EXCLUSIVE: After relaunching its film division last October, Castle Rock Entertainment has set a first project out of the gate that will have a familiar ring. It’s Spinal Tap II, a sequel to the fabled rock mockumentary that set the film company on a run of hits, many of them directed by Rob Reiner. He made his directorial debut on the 1984 cult classic This Is Spinal Tap.
Reiner will direct the sequel and return as filmmaker Marty DiBergi. Also back are David St. Hubbins (Michael McKean), Derek Smalls (Harry Shearer), and Nigel Tufnel (Christopher Guest), the nucleus of England’s loudest and sauciest heavy metal band.
The package comes after the Cannes Film Festival announced the original will screen on the beach as part of the Cinema de la Plage sidebar on Wednesday, May 18th. The film was released to critical acclaim in 1984. In 2002, it was deemed “culturally, historically, and aesthetically significant” by the Library of Congress, and was selected for preservation by the National Film Registry.
The company will fully finance, and CAA Media Finance will handle worldwide sales at the Cannes Market next week.

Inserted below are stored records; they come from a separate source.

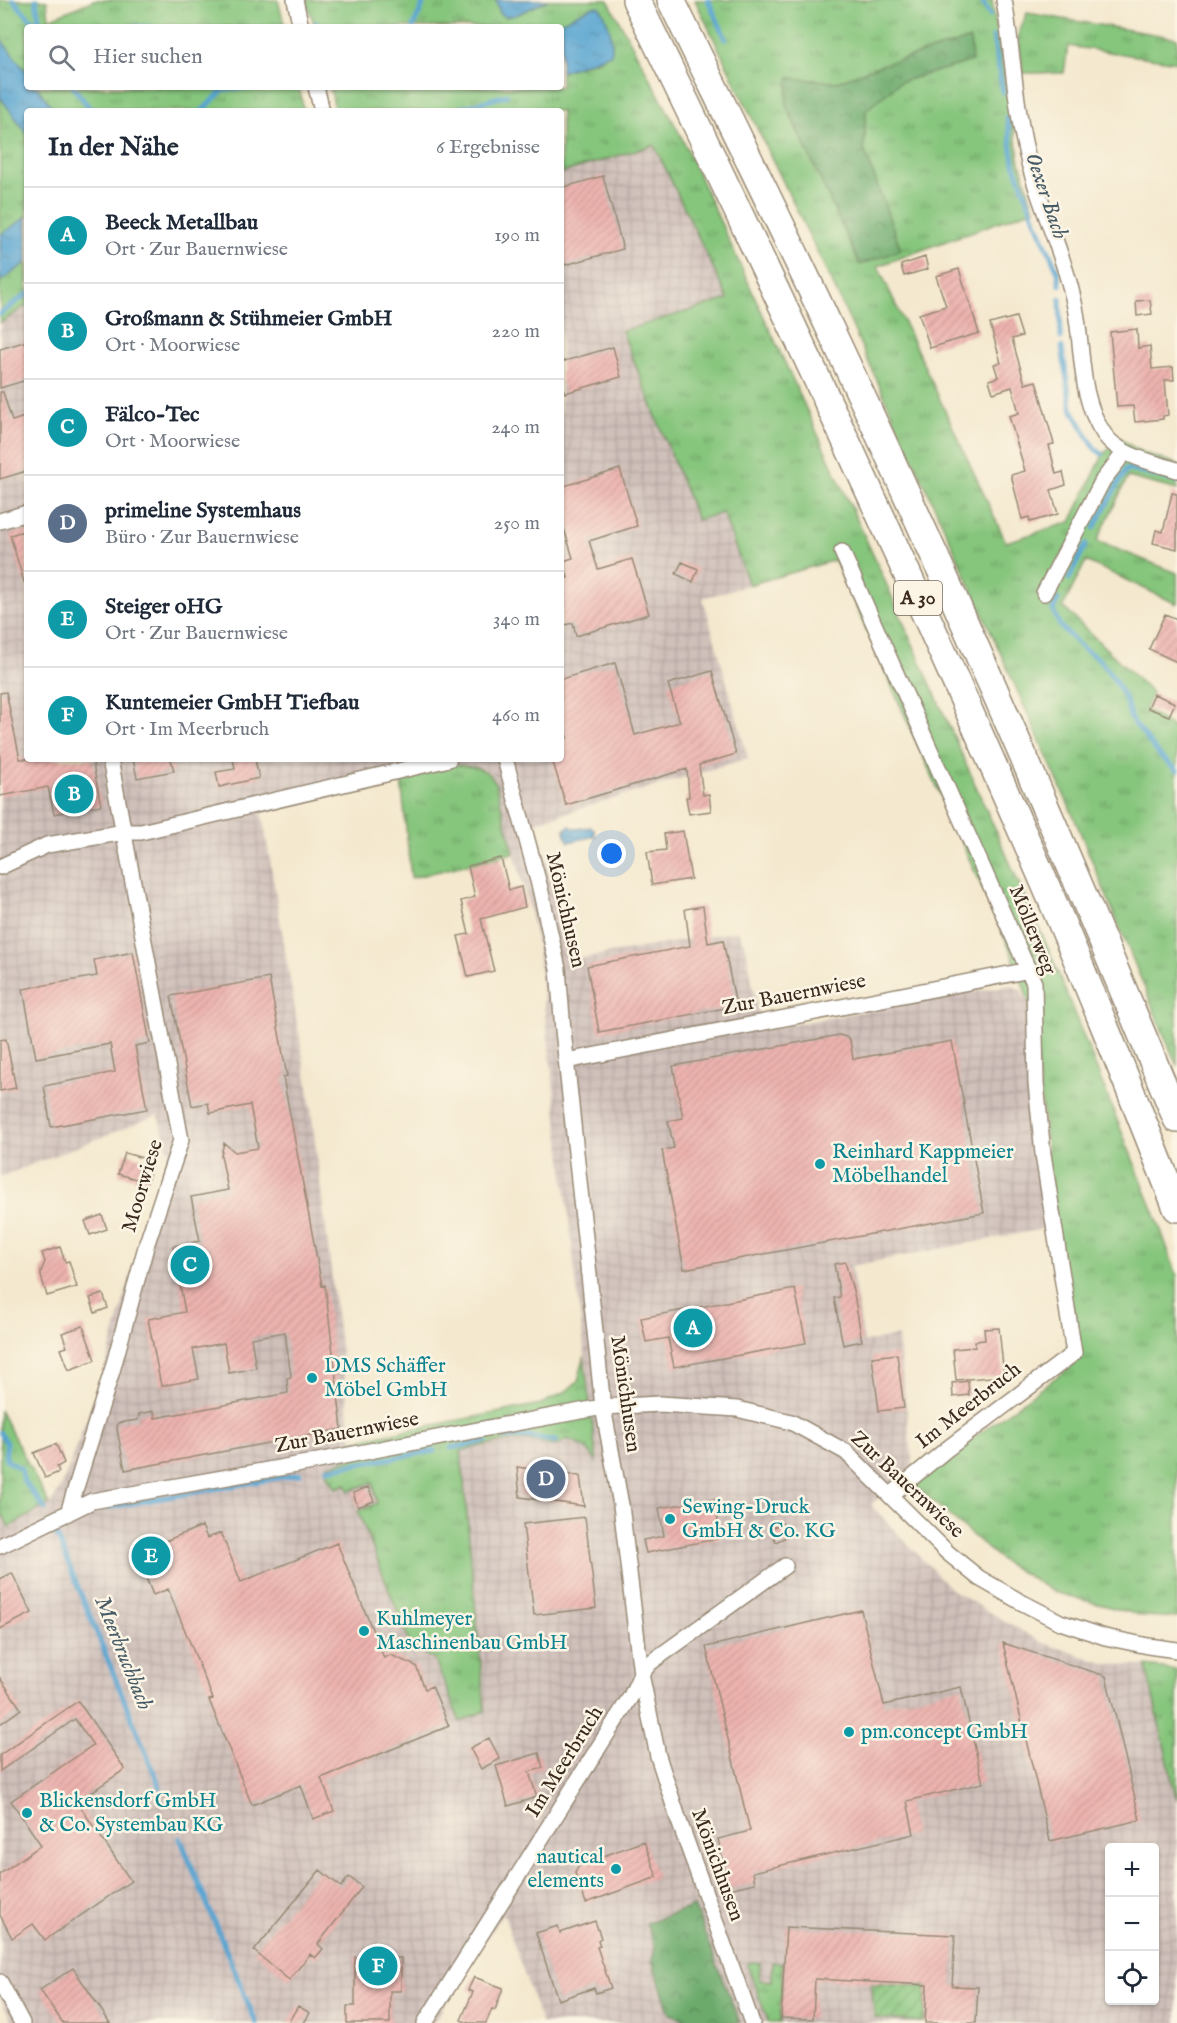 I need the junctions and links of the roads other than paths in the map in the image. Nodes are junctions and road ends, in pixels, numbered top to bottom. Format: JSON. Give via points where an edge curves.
{"nodes":[{"id":1,"x":295,"y":0,"type":"edge"},
{"id":2,"x":636,"y":0,"type":"edge"},
{"id":3,"x":671,"y":0,"type":"edge"},
{"id":4,"x":1004,"y":0,"type":"edge"},
{"id":5,"x":300,"y":24,"type":"edge"},
{"id":6,"x":317,"y":90,"type":"edge"},
{"id":7,"x":321,"y":107,"type":"edge"},
{"id":8,"x":1125,"y":452,"type":"junction"},
{"id":9,"x":1177,"y":470,"type":"edge"},
{"id":10,"x":24,"y":514,"type":"edge"},
{"id":11,"x":0,"y":521,"type":"edge"},
{"id":12,"x":842,"y":552,"type":"dead end"},
{"id":13,"x":1044,"y":593,"type":"dead end"},
{"id":14,"x":111,"y":762,"type":"edge"},
{"id":15,"x":436,"y":762,"type":"edge"},
{"id":16,"x":506,"y":762,"type":"edge"},
{"id":17,"x":125,"y":832,"type":"junction"},
{"id":18,"x":0,"y":867,"type":"edge"},
{"id":19,"x":1030,"y":970,"type":"junction"},
{"id":20,"x":566,"y":1061,"type":"junction"},
{"id":21,"x":1177,"y":1119,"type":"edge"},
{"id":22,"x":1177,"y":1208,"type":"edge"},
{"id":23,"x":1074,"y":1353,"type":"joint"},
{"id":24,"x":603,"y":1407,"type":"junction"},
{"id":25,"x":891,"y":1495,"type":"junction"},
{"id":26,"x":68,"y":1513,"type":"junction"},
{"id":27,"x":0,"y":1546,"type":"edge"},
{"id":28,"x":785,"y":1566,"type":"dead end"},
{"id":29,"x":1177,"y":1650,"type":"edge"},
{"id":30,"x":641,"y":1674,"type":"junction"},
{"id":31,"x":0,"y":1982,"type":"edge"},
{"id":32,"x":22,"y":2023,"type":"edge"},
{"id":33,"x":425,"y":2023,"type":"edge"},
{"id":34,"x":752,"y":2023,"type":"edge"}],
"edges":[{"from":1,"to":5,"type":"street"},
{"from":2,"to":22,"type":"highway","number":"A 30","via":[[837,418],[1027,841]]},
{"from":3,"to":21,"type":"highway","number":"A 30","via":[[920,524]]},
{"from":4,"to":8,"type":"street","via":[[1029,160],[1066,270],[1090,407],[1105,436]]},
{"from":6,"to":7,"type":"street"},
{"from":8,"to":9,"type":"street"},
{"from":8,"to":13,"type":"street","via":[[1102,480]]},
{"from":10,"to":11,"type":"street"},
{"from":12,"to":19,"type":"street","name":"Möllerweg"},
{"from":14,"to":17,"type":"street","name":"Moorwiese"},
{"from":15,"to":17,"type":"street","via":[[141,832]]},
{"from":16,"to":20,"type":"street","name":"Mönichhusen","via":[[558,969]]},
{"from":17,"to":18,"type":"street","via":[[47,845]]},
{"from":17,"to":26,"type":"street","name":"Moorwiese","via":[[181,1140]]},
{"from":19,"to":20,"type":"street","name":"Zur Bauernwiese"},
{"from":19,"to":23,"type":"street","name":"Möllerweg","via":[[1034,983],[1036,1083],[1043,1154]]},
{"from":20,"to":24,"type":"street","name":"Mönichhusen"},
{"from":23,"to":25,"type":"street","name":"Im Meerbruch"},
{"from":24,"to":25,"type":"street","name":"Zur Bauernwiese","via":[[660,1404],[736,1408],[791,1422],[846,1452]]},
{"from":24,"to":26,"type":"street","name":"Zur Bauernwiese","via":[[92,1501]]},
{"from":24,"to":30,"type":"street","name":"Mönichhusen","via":[[621,1505]]},
{"from":25,"to":29,"type":"street","name":"Zur Bauernwiese","via":[[948,1553],[1019,1602],[1060,1622],[1105,1637]]},
{"from":26,"to":27,"type":"street","name":"Zur Bauernwiese"},
{"from":28,"to":30,"type":"street","name":"Im Meerbruch","via":[[650,1663]]},
{"from":30,"to":33,"type":"street","name":"Im Meerbruch"},
{"from":30,"to":34,"type":"street","name":"Mönichhusen","via":[[658,1756]]},
{"from":31,"to":32,"type":"street"}]}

Guest, McKean, Reiner, and Shearer will conceive the new film. Frank Marshall will produce and Matthew George, Jonathan Fuhrman and Hernan Narea will executive produce on behalf of Castle Rock. George is CR co-president with Michele Reiner.
Deadline caught up with Reiner, and here is how he described the ambition: “The plan is to do a sequel that comes out on the 40th anniversary of the original film and I can tell you hardly a day goes by without someone saying, why don’t you do another one? For so many years, we said, ‘nah.’ It wasn’t until we came up with the right idea how to do this. You don’t want to just do it, to do it. You want to honor the first one and push it a little further with the story.”
The three members, who wrote the music and lyrics — some with Reiner — for standards like Smell the Glove, Hell Hole, Big Bottom and Lick My Love Pump, have in the past toured as the band, though not recently.
“They’ve played Albert Hall, played Wembley Stadium, all over the country and in Europe,” Reiner said. “They haven’t spent any time together recently, and that became the premise. The idea was that Ian Faith, who was their manager, he passed away. In reality, Tony Hendra passed away. Ian’s widow inherited a contract that said Spinal Tap owed them one more concert. She was basically going to sue them if they didn’t. All these years and a lot of bad blood we’ll get into and they’re thrown back together and forced to deal with each other and play this concert.”
The original was filled with rising talent, and there is a good chance that band members who watch the film over and over might find their way into the sequel.
“Hopefully there will be some guest artists,’ Reiner said. “The thing I’ve heard from so many bands and we’re talking about possibly doing a couple books, but one will be Tap Moments that real bands have had. Like in the movie, they get stoned and can’t find the stage, that happened to Tom Petty and the Heartbreakers. When Nigel is frustrated by the little bread in the catering that won’t hold the cold cuts, that last one was taken from a Rolling Stone article about a tour Van Halen had when, in their rider, they didn’t want brown M&Ms. We had an original keyboard player, Jonathan Sinclair, who when he was with the band Uriah Heep, visited us and said they’d been book into a military base, and we put that in, too. When I met with Sting years ago, he said, I’ve seen that movie 50 times and every time I watch it I don’t know whether to laugh or cry. Because it’s so much what happens. With all of that, we’ve had a lot of bands share their experiences and so hopefully we’ll include some of that in the film.”
Reiner’s back onscreen as the director who filmed the band in the original.
“I’m back playing Marty DiBergi,” he said. “The band was upset with the first film. They thought I did a hatchet job and this is a chance to redeem myself. I am such a big fan and I felt bad they didn’t like what they saw in the first film. When I heard they might get back together, I was a visiting adjunct teacher’s helper at the Ed Wood School of Cinematic Arts. I drop everything to document this final concert.”
The film will be released March, 19 2024, and chances are initial audiences will have an easier time understanding the rhythms, than they did the first time around.
“You have no idea what’s going to happen and the first time we screened in Dallas, they didn’t know what the hell it was,” Reiner said. “People came up to me and said, I don’t understand why would you make a movie about a band no one has heard of and is so bad. Why would you do it? I said, it’s satire and I would explain, but it took awhile for people to catch up to it. Now, it’s in the National Film Registry,” said Reiner, who relaunched Castle Rock with a $175 million film fund.